GE plants have been created to produce crops with a greater shelf life (tomatoes), be resistant to herbicides (cotton), and to create their own insecticides. This last objective has been achieved in several plant species, field corn and cotton to name two. Corn earworm (a moth larva) is one insect controlled in this manner using a protein toxin gene from Bacillus thuringiensis (Bt toxin).
GE plants are possible because scientists were able to combine discoveries from different areas of biology, some of which originally seemed to have no obvious practical application. Bacterial plasmids, small circles of extra-chromosomal DNA, were discovered in experiments exploring bacterial drug resistance. These DNAs contain genes, that can produce proteins, just like those in chromosomes. They are also easy to remove, manipulate, and then re-insert into their bacterial hosts. Someone realized they could be used as”vectors” to move foreign genes into bacteria which would then be able to replicate them and produce the foreign gene products as if they were their own.
Bacterial “restriction” enzymes were discovered that cut DNA internally, but only at particular recognition sites. Some create a staggered cut that always leaves the same “sticky ends” making it easy to join different DNAs cut with the same enzyme together. These became a tool that “gene jockeys” use to isolate genes and place them into plasmids for cloning.
The DNA donor cell can be animal, plant, or whatever.

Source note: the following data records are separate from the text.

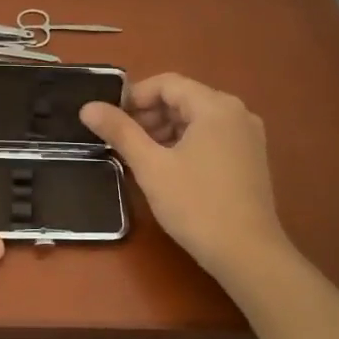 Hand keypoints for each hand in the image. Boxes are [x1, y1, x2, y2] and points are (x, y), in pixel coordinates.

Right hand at [79, 74, 290, 278]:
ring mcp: (248, 136)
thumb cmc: (196, 205)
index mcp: (215, 106)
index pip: (167, 83)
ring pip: (196, 119)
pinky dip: (186, 143)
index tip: (111, 120)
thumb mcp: (151, 166)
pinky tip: (169, 168)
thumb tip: (88, 107)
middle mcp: (237, 112)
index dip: (134, 97)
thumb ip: (119, 131)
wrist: (248, 255)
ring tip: (141, 157)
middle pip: (183, 98)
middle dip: (149, 115)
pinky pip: (212, 136)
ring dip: (165, 130)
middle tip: (122, 142)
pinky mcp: (251, 158) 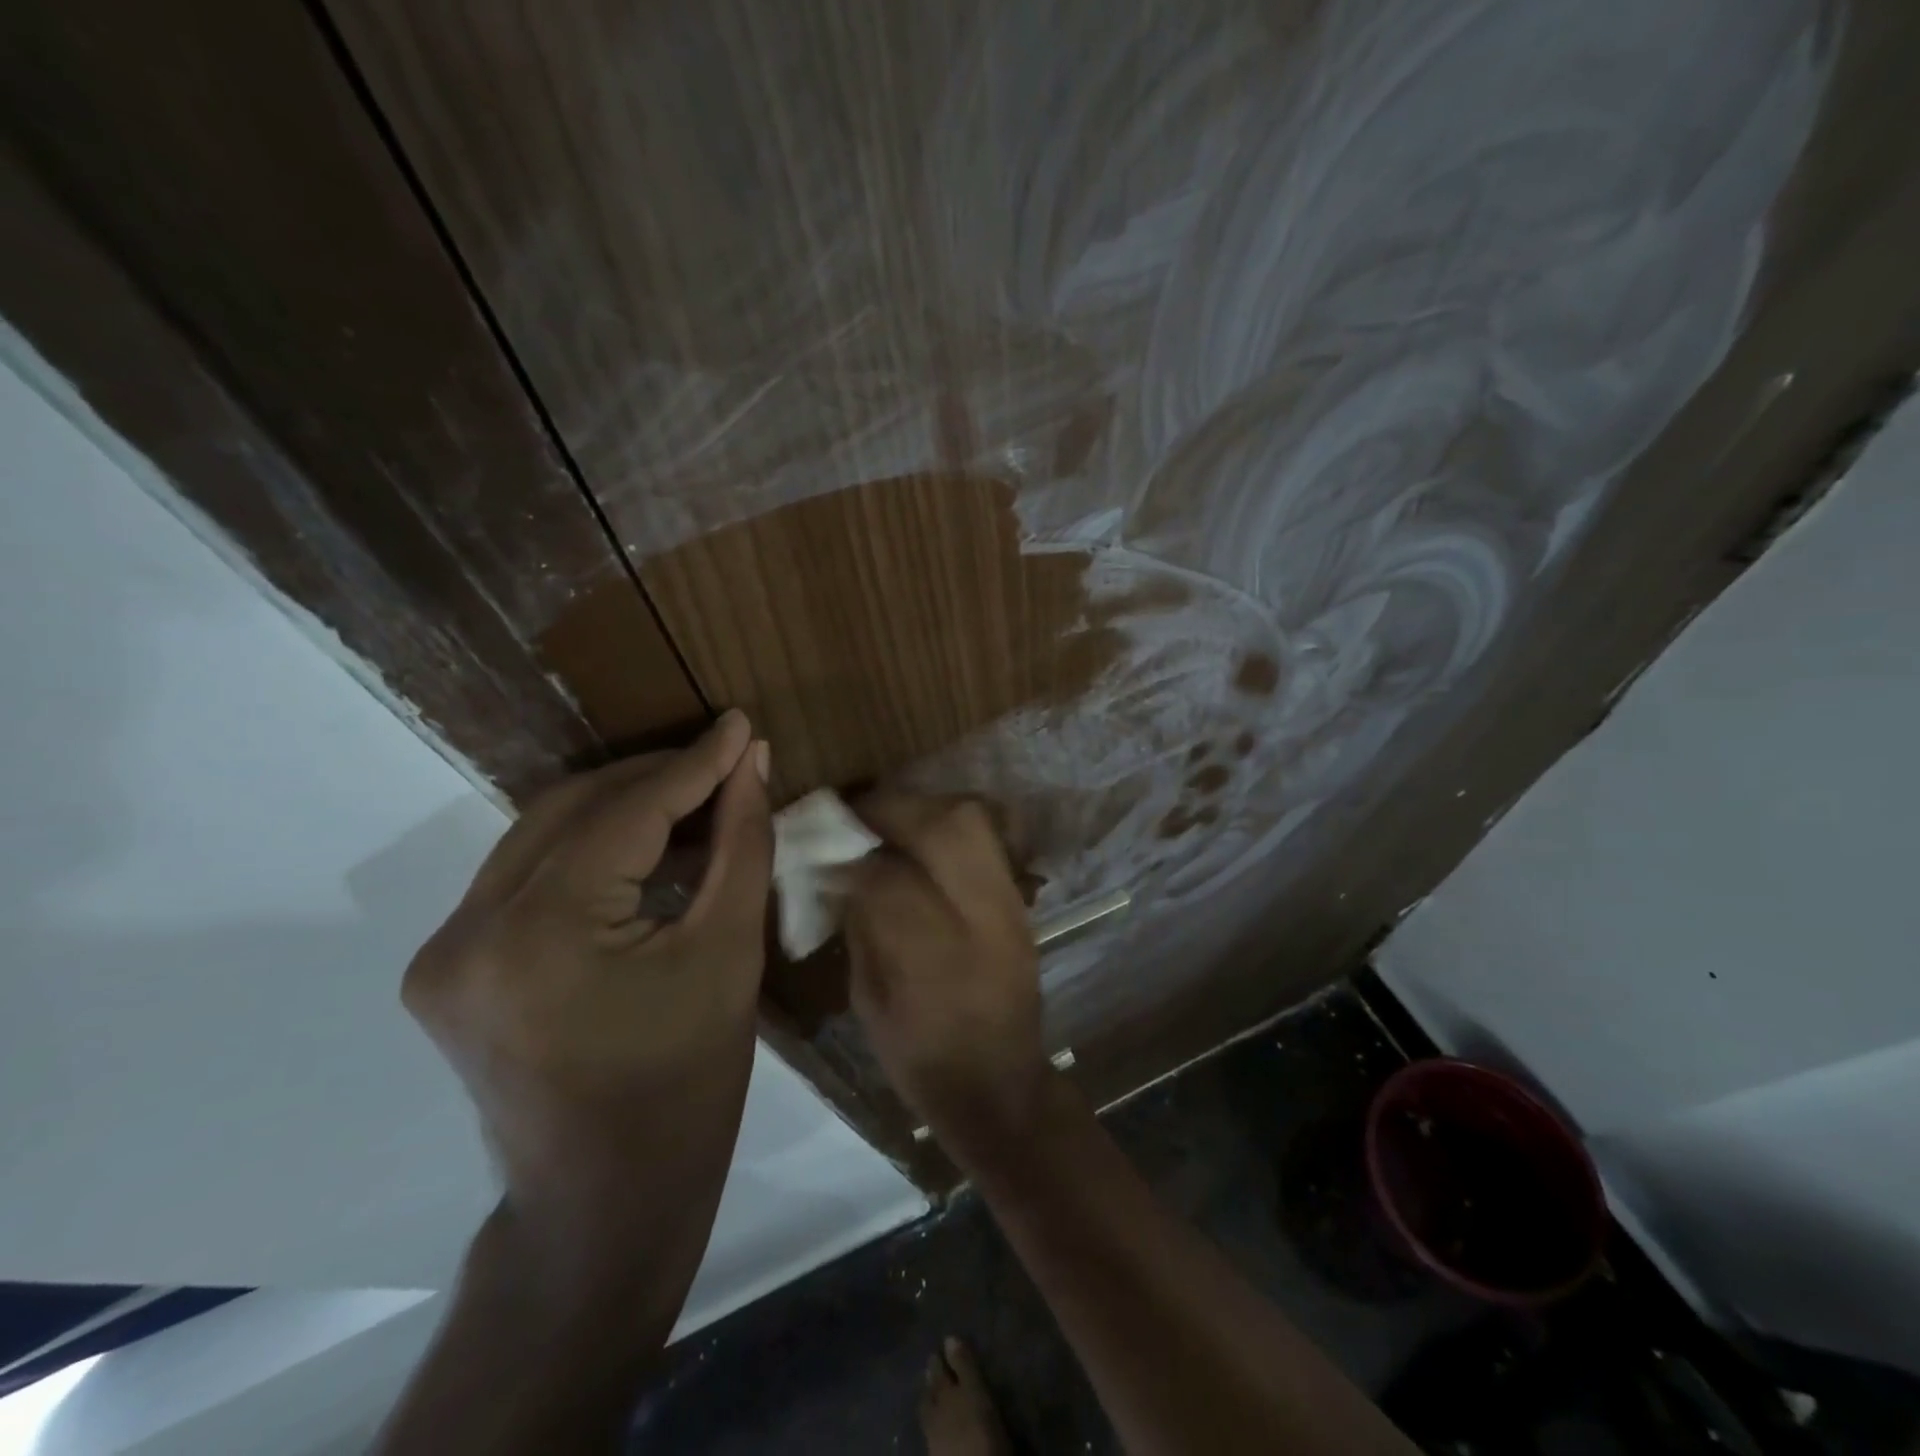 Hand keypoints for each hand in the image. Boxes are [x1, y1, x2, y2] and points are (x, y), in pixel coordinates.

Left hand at [402, 710, 771, 1244]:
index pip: (626, 813)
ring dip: (621, 807)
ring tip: (693, 796)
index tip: (738, 724)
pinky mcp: (447, 966)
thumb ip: (741, 843)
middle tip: (723, 759)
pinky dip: (589, 847)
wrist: (607, 1199)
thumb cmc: (690, 1082)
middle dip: (654, 778)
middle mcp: (469, 931)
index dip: (693, 764)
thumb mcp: (730, 951)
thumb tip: (750, 762)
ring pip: (543, 834)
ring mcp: (444, 951)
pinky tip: (644, 846)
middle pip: (572, 810)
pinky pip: (526, 873)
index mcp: (541, 933)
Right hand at [844, 794, 1047, 1145]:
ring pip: (974, 822)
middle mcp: (981, 921)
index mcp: (933, 960)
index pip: (889, 878)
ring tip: (891, 818)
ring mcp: (1010, 906)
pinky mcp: (1021, 902)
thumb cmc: (920, 1057)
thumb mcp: (869, 1000)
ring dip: (926, 808)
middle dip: (894, 808)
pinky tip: (924, 838)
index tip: (825, 853)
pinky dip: (951, 825)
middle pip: (945, 828)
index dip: (851, 859)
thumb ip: (859, 926)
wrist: (1000, 1085)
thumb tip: (841, 870)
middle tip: (859, 814)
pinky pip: (988, 839) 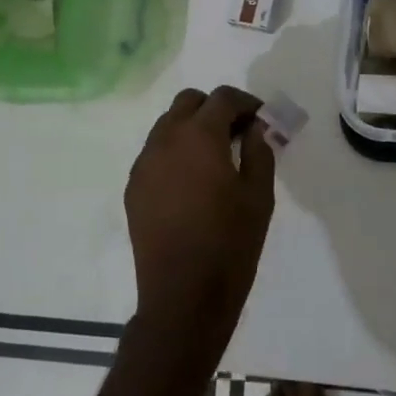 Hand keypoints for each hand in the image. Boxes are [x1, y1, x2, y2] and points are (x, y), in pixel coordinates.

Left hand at [124, 86, 276, 352]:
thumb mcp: (259, 196)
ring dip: (192, 128)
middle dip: (215, 109)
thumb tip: (256, 127)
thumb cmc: (230, 244)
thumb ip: (259, 151)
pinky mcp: (133, 187)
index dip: (247, 103)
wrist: (183, 296)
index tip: (262, 120)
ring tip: (215, 158)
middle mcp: (165, 140)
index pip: (223, 98)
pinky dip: (175, 152)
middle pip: (188, 102)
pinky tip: (192, 182)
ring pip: (167, 125)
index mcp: (199, 136)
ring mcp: (144, 164)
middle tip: (238, 134)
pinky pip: (155, 153) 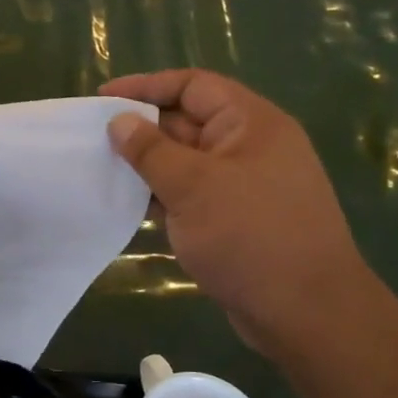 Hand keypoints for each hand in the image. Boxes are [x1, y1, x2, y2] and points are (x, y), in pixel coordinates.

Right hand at [100, 70, 379, 357]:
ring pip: (186, 161)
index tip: (103, 99)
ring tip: (102, 170)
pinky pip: (192, 193)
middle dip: (142, 128)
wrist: (304, 311)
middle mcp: (250, 146)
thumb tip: (120, 122)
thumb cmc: (249, 236)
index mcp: (251, 124)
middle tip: (93, 139)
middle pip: (188, 121)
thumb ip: (151, 150)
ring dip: (147, 164)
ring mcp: (244, 184)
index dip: (146, 86)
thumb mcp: (192, 186)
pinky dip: (162, 194)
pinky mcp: (236, 218)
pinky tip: (130, 204)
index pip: (193, 86)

The process shown here allows a desired human protein to be produced by engineered bacteria so that it can be purified and used as a medicine.
Plant tumors, or crown galls, were found to be produced by a bacterium that transfers a plasmid (the Ti plasmid) to the host plant cells. Plasmid genes cause the cells so transformed to grow out of control; as they do so, they produce several odd amino acids that only Agrobacterium can use as food. Modified Ti plasmids with the disease-producing genes removed can be used as vectors to move desirable foreign genes into plants. The last piece of the plant GE puzzle is provided by Agrobacterium tumefaciens, the Crown Gall bacterium.
If the foreign gene codes for the insect toxin from Bacillus thuringiensis, the plants would now be able to make their own protein insecticide (Bt toxin).